A normal ultrasound does not always rule out endometriosis.
And laparoscopy may not fully explain adenomyosis unless the uterus has been properly evaluated through imaging.
Summary Table: Adenomyosis vs. Endometriosis
Feature | Adenomyosis | Endometriosis |
|---|---|---|
Tissue location | Inside the uterine muscle wall | Outside the uterus |
Common sites | Uterine muscle, junctional zone | Ovaries, tubes, pelvis, bowel, bladder |
Diagnosis | Transvaginal ultrasound or MRI | Laparoscopy with biopsy often used |
Typical age at diagnosis | Often 35 to 50, but can be younger | Often 20s to 30s, but can occur at many ages |
Bleeding pattern | Heavy or prolonged bleeding is common | Heavy bleeding may happen, but is less defining |
Pain pattern | Uterine cramps, pelvic pressure, bulky feeling | Cyclical pelvic pain, bowel pain, deep pain with sex |
Uterine exam | May feel enlarged or tender | Uterus may feel normal unless another condition is present |
Fertility impact | Implantation issues, miscarriage risk, IVF failure | Tube issues, adhesions, inflammation, egg quality concerns |
Treatment focus | Uterine suppression, uterine-sparing care, IVF planning | Lesion excision, inflammation reduction, IVF or fertility planning |
Can coexist? | Yes | Yes |
What You Can Do Next
If you are unsure which condition may be affecting you, consider these steps:
Track your symptoms, including bleeding, pain, bowel symptoms, bladder symptoms, cycle timing, and pain during sex.

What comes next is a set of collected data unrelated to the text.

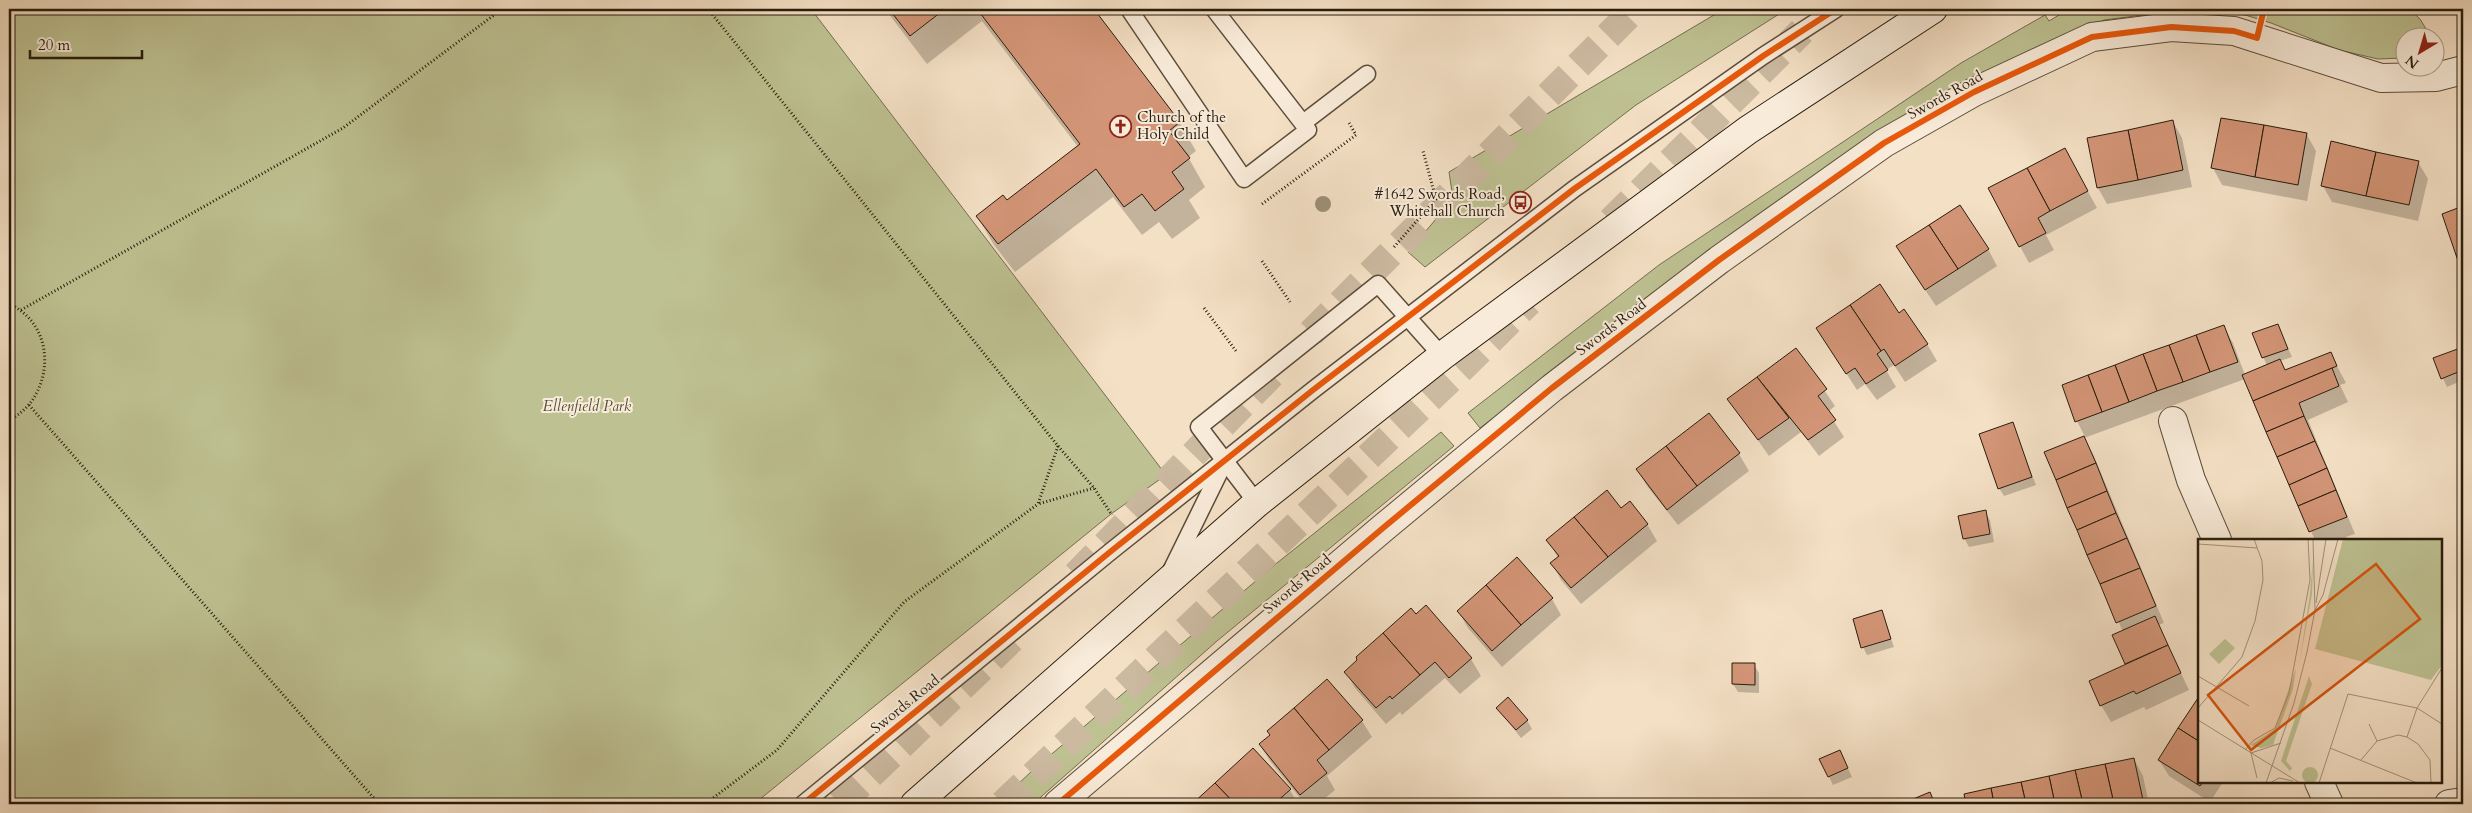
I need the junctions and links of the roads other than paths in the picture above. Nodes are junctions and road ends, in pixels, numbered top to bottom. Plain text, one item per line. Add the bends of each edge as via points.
1 (1129, 9) edge
2 (1214, 9) edge
3 (1836, 9) edge
4 (1933, 9) edge
5 (2463, 70) edge
6 (1367, 74) dead end
7 (1303, 123) junction
8 (1408, 318) junction
9 (1442, 356) junction
10 (2173, 422) dead end
11 (1225, 460) junction
12 (1257, 502) junction
13 (2217, 539) edge
14 (1164, 585) junction
15 (2319, 783) edge
16 (2463, 802) edge
17 (803, 804) edge
18 (915, 804) edge
19 (1058, 804) edge
20 (2329, 804) edge
21 (2449, 804) edge

1 - 7 lane via 1244,179 1308,130
2 - 7 lane
3 - 8 lane, Swords Road via 1763,56 1574,189
4 - 9 street via 1748,130
5 - 19 street, Swords Road via 2436,77 2381,78 2234,30 2171,27 2092,37 1974,92 1884,143 1719,260 1559,382
6 - 7 lane
8 - 9 lane
8 - 11 lane, Swords Road
8 - 11 lane via 1378,284 1199,427
9 - 12 street
10 - 13 street via 2191,480
11 - 12 lane
11 - 14 lane
11 - 17 lane, Swords Road
12 - 14 street
14 - 18 street
15 - 20 street
16 - 21 street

Ask whether your uterus looks enlarged, bulky, or suspicious for adenomyosis.
Ask whether your ultrasound evaluated the junctional zone.

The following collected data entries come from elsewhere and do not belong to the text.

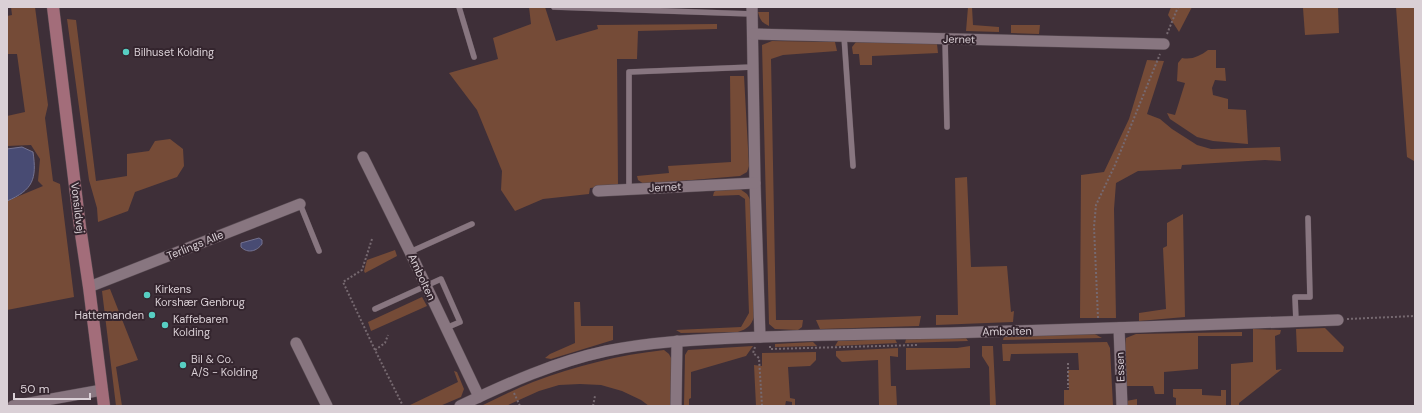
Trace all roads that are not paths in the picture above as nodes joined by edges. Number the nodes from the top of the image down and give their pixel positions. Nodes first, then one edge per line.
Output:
1 (459, 7) edge
2 (554, 7) edge
3 (53, 8) edge
4 (752, 10) edge
5 (753, 34) junction
6 (844, 36) junction
7 (945, 39) junction
8 (1164, 44) road end
9 (474, 57) dead end
10 (754, 67) junction
11 (947, 127) dead end
12 (363, 157) dead end
13 (853, 166) dead end
14 (755, 182) junction
15 (629, 189) junction
16 (598, 191) dead end
17 (300, 204) joint
18 (1308, 218) dead end
19 (472, 224) dead end
20 (319, 251) dead end
21 (410, 252) junction
22 (426, 286) junction
23 (89, 287) junction
24 (375, 309) dead end
25 (1338, 320) road end
26 (1296, 321) junction
27 (446, 328) junction
28 (1119, 328) junction
29 (760, 337) junction
30 (677, 341) junction
31 (296, 343) dead end
32 (102, 390) junction
33 (479, 397) junction
34 (13, 406) edge
35 (104, 406) edge
36 (327, 406) edge
37 (460, 406) edge
38 (676, 406) edge
39 (1122, 406) edge

1 - 9 lane
2 - 4 lane
3 - 23 main road, Vonsildvej
4 - 5 street
5 - 6 street, Jernet
5 - 10 street
6 - 7 street, Jernet
6 - 13 lane
7 - 8 street, Jernet
7 - 11 lane
10 - 14 street
10 - 15 lane
12 - 21 street, Ambolten
14 - 15 street, Jernet
14 - 29 street
15 - 16 street, Jernet
17 - 20 lane
17 - 23 street, Terlings Alle
18 - 26 lane
19 - 21 lane
21 - 22 street, Ambolten
22 - 24 lane
22 - 27 street, Ambolten
22 - 27 lane
23 - 32 main road, Vonsildvej
25 - 26 street, Ambolten
26 - 28 street, Ambolten
27 - 33 street, Ambolten
28 - 29 street, Ambolten
28 - 39 street, Essen
29 - 30 street, Ambolten
30 - 33 street, Ambolten
30 - 38 street
31 - 36 street
32 - 34 street
32 - 35 main road, Vonsildvej
33 - 37 street, Ambolten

Ask whether MRI would provide better detail.
Ask whether endometriosis could still be present even if imaging is normal.
Discuss whether laparoscopy is appropriate based on symptoms and fertility goals.
Review ovarian reserve before any ovarian surgery.
Ask how either diagnosis may change IVF timing, transfer preparation, or miscarriage risk.
Build a care team that understands both pelvic pain and fertility.
Get a second opinion if your symptoms are dismissed.
Questions to Ask Your Doctor
Bring these questions to your next appointment:
Could my symptoms be adenomyosis, endometriosis, or both?
Is my uterus enlarged or tender?
Did my imaging evaluate the junctional zone?
Would MRI be useful?
Does a normal ultrasound rule out endometriosis?
Should I consider laparoscopy?
Could this condition affect my tubes, ovaries, or uterine lining?
Could it affect implantation or miscarriage risk?
Should I treat this before IVF or embryo transfer?
Which treatment options preserve fertility?
Should I see a specialist?
Final Thoughts
Adenomyosis and endometriosis may sound similar, but they are not interchangeable.
Endometriosis usually affects tissue outside the uterus.
Adenomyosis affects the uterine muscle itself.
That difference can shape symptoms, diagnosis, treatment, and fertility planning.
If you are dealing with pelvic pain, heavy bleeding, painful periods, painful sex, unexplained infertility, miscarriage, or failed transfers, it may be worth asking whether one or both conditions could be involved.
You deserve more than a vague explanation.
You deserve a clear diagnosis, thoughtful evaluation, and a fertility plan that fits your body.
Diagnosis clarity can help you move forward with more confidence, better questions, and a care team that understands the full picture.